Consumer rights activist Louis Rossmann is taking Samsung to court over the latter’s failure to honour its warranty policy over a faulty SSD. The SSD is in question is a 990 Pro 4TB variant.
In his video, Rossmann says that he bought his 990 Pro 4TB less than two years ago, at around US$330 (~RM1,343). Today, you’d only get half the storage capacity, and if you want 4TB, you’re paying close to RM4,000 for it.

Rossmann’s story starts off as so: the 990 Pro he had was being used with a heatsink, had two 80mm fans above it, and was part of a RAID 1 array. Basically, if you use one drive without the other, it’s fine. However, if one drive dies, then those storage components will lose all that data. Rossmann says his drive failed when it dropped out of the array and became unstable and unusable.
Rossmann then proceeded to file a warranty claim with Samsung Canada. Initially, the brand agreed with his diagnosis, but was then redirected to Samsung US’ memory support team, to whom he sent in his affected SSD. Some time after, the team returned the SSD, along with a repair statement saying it was “verified as good”.

For Rossmann, the situation was anything but good.
Rossmann shows in his video that, upon connecting the 990 Pro to a PC-3000 Express hardware that he uses for his repair business, the SSD’s write speeds collapsed to around 40MB/s to 60MB/s before ceasing operations altogether. Needless to say, the man wasn’t taking this sitting down.

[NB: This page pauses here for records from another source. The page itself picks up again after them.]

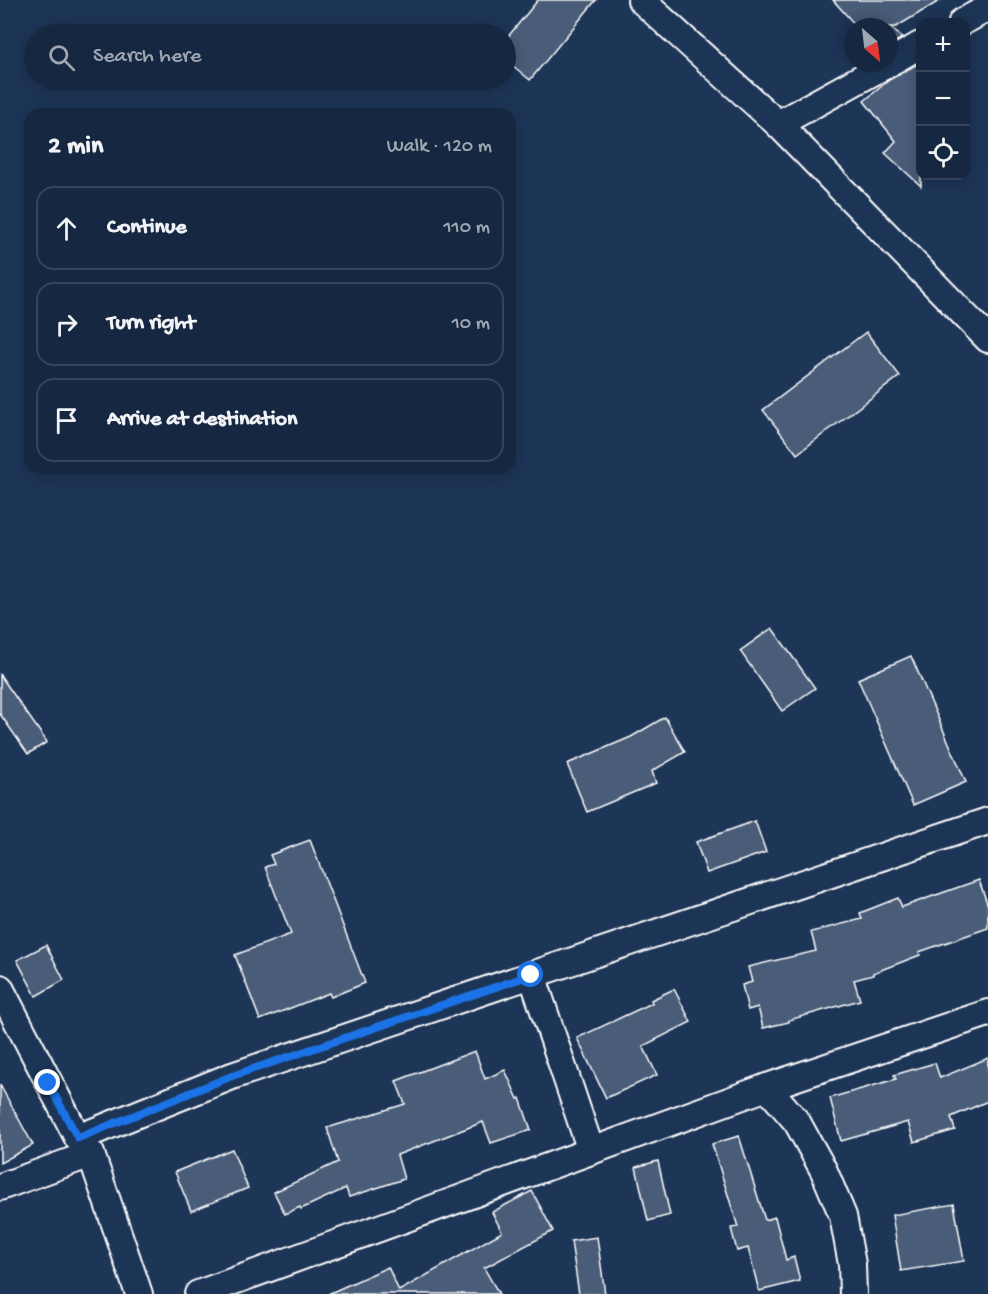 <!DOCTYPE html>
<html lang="en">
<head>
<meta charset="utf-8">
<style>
	:root { --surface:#162841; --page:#23344c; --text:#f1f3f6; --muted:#9ea6b1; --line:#35445a }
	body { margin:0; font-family:"Gochi Hand",sans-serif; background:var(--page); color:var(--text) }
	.controls { position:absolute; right:18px; top:18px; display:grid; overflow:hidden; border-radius:12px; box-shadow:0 3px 15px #0003 }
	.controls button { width:54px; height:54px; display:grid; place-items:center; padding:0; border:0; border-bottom:2px solid var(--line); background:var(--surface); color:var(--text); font:30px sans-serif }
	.compass { position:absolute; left:844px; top:18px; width:54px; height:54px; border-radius:50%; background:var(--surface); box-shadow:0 3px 15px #0003; rotate:152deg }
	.stop { position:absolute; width:18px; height:18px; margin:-14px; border:4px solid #1a73e8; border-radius:50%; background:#fff }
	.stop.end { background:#1a73e8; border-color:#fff; box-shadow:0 2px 6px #0008 }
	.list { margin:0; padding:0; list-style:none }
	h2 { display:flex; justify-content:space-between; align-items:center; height:78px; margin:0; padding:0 24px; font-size:26px }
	h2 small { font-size:20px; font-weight:400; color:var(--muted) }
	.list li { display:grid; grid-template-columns:39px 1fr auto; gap:18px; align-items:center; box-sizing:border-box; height:84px; margin:0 12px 12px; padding:0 12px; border:2px solid var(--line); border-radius:18px }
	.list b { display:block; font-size:22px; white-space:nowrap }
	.list em { font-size:20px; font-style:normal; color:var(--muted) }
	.icon { flex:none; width:33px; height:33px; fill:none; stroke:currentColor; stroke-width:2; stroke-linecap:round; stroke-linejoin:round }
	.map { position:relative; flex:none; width:988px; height:1294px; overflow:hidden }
	.search { position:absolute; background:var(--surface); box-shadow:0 3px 15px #0003; left:24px; top:24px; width:492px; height:66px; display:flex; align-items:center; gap:15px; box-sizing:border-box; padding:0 21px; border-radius:33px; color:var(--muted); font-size:22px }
	.panel { position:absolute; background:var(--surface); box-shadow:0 3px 15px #0003; left:24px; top:108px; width:492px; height:366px; border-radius:18px }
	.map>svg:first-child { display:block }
</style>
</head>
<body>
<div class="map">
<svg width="988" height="1294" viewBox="0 0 988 1294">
	<rect width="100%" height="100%" fill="#1d3557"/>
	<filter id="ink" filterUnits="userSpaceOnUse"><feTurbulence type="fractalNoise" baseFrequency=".0167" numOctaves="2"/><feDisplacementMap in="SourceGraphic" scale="12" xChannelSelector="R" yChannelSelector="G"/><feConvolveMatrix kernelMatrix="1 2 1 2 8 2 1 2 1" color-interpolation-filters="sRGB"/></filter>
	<g filter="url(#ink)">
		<g fill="#4a5d79" stroke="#fff" stroke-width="1.5">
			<path d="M 538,0 L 596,0 L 530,80 L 506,60 L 506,39 Z"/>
			<path d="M 833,0 L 941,0 L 896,27 L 891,27 L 902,38 L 889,46 L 889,27 L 857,27 Z"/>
			<path d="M 921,62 L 921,186 L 885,153 L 896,141 L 864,101 L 889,80 Z"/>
			<path d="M 866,332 L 900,376 L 797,454 L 763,410 Z"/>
			<path d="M 772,628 L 815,688 L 782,711 L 740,651 Z"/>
			<path d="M 911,656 L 966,782 L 913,805 L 858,679 Z"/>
			<path d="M 0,675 L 47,742 L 28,754 L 0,714 Z"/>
			<path d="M 665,717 L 685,752 L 652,771 L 656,783 L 587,812 L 567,764 L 631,737 Z"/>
			<path d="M 755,821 L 766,852 L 707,873 L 696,842 Z"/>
			<path d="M 310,840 L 365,983 L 331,997 L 329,993 L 260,1020 L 235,955 L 291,934 L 265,867 L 274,864 L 270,855 Z"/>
			<path d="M 979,880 L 988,906 L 988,928 L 919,952 L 920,955 L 873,973 L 873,975 L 854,980 L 860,1000 L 789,1020 L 789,1022 L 763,1028 L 758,1007 L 748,1010 L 742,985 L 752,982 L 748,967 L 816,951 L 811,932 L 862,919 L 860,913 L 898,898 L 902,907 Z"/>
			<path d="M 46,945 L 64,980 L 36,996 L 17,960 Z"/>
			<path d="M 674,989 L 691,1022 L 643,1046 L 657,1075 L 606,1098 L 577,1038 L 652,1003 L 651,1000 Z"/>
			<path d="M 475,1051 L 485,1079 L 505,1070 L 518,1099 L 520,1098 L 531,1130 L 491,1143 L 483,1122 L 397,1155 L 404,1179 L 349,1197 L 346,1188 L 301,1209 L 300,1207 L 285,1214 L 274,1192 L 338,1162 L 327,1128 L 405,1104 L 396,1081 Z"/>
			<path d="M 988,1058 L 988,1101 L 951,1117 L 955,1130 L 914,1142 L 908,1122 L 841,1141 L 830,1098 L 896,1079 L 894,1075 L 935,1063 L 940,1078 Z"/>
			<path d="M 0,1085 L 33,1145 L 0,1163 Z"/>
			<path d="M 739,1136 L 765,1220 L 775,1217 L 786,1260 L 794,1257 L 800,1281 L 759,1291 L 748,1248 L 737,1251 L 731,1228 L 738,1227 L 712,1144 Z"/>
			<path d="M 232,1149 L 248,1188 L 191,1211 L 175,1172 Z"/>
			<path d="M 658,1161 L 670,1215 L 648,1221 L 636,1167 Z"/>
			<path d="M 532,1191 L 553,1231 L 484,1268 L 499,1294 L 328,1294 L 388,1267 L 399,1291 L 502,1232 L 492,1212 Z"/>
			<path d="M 954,1204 L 964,1261 L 901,1271 L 892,1215 Z"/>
			<path d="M 597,1237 L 605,1294 L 579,1294 L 571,1241 Z"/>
		</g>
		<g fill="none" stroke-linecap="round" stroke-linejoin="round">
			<defs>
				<g id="street">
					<path d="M 641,0 L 778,124 L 988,339"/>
					<path d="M 962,22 L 988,8"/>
					<path d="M 889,63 L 920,45"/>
					<path d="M 778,124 L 889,63"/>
					<path d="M 532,975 L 591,1151"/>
					<path d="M 0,988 L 78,1138 L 91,1154 L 139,1294"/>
					<path d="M 767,1087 L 797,1122 L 824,1171 L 843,1216 L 852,1264 L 853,1294"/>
					<path d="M 78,1138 L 232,1076 L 988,821"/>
					<path d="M 0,1187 L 91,1154"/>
					<path d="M 198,1294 L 767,1087 L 988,1013"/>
				</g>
			</defs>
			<use href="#street" stroke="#fff" stroke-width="30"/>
			<use href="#street" stroke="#1d3557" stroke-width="26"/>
		</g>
	</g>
	<g fill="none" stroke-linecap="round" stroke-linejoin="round" filter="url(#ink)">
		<path stroke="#1a73e8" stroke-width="8" d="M 48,1083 L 78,1138 L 232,1076 L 531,975"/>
	</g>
</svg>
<div class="controls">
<button>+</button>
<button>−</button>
<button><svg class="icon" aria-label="locate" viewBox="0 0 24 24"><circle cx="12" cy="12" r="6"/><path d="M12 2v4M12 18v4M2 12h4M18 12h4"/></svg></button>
</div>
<svg class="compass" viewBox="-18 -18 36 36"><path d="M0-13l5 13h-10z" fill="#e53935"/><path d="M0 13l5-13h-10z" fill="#9ea6b1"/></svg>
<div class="stop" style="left:531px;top:975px"></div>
<div class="stop end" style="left:48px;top:1083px"></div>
<div class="search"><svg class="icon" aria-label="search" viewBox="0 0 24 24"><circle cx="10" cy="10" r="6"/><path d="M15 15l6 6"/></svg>Search here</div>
<section class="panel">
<h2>2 min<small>Walk · 120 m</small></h2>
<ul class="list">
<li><svg class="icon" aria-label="ahead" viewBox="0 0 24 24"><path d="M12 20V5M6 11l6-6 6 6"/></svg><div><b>Continue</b></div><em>110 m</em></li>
<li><svg class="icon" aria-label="right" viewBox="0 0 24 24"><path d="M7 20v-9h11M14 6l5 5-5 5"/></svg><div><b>Turn right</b></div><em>10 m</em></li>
<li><svg class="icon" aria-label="arrive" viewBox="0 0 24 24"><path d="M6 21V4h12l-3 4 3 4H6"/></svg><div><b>Arrive at destination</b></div></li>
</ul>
</section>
</div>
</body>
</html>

Rossmann told Samsung in no uncertain terms that he expects Samsung to replace the faulty SSD with a brand new unit, to which the Korean giant said that it did not have his model or a comparable SSD available for replacement, a lie that Rossmann quickly dispelled by showing on screen that the Samsung US Store on Amazon did indeed have stock, albeit at three times the original price he paid for it.
Samsung did say that it would refund Rossmann, but the man’s position on the situation was made clear: the right thing for Samsung to do would be to replace his faulty 990 Pro, regardless of the market condition for memory. Basically, he believes that Samsung’s reluctance to replace his SSD isn’t so much due to inventory shortage, but due to the skyrocketing prices of memory around the world. For the brand, it would’ve been cheaper for them to refund him than to give him a brand new unit.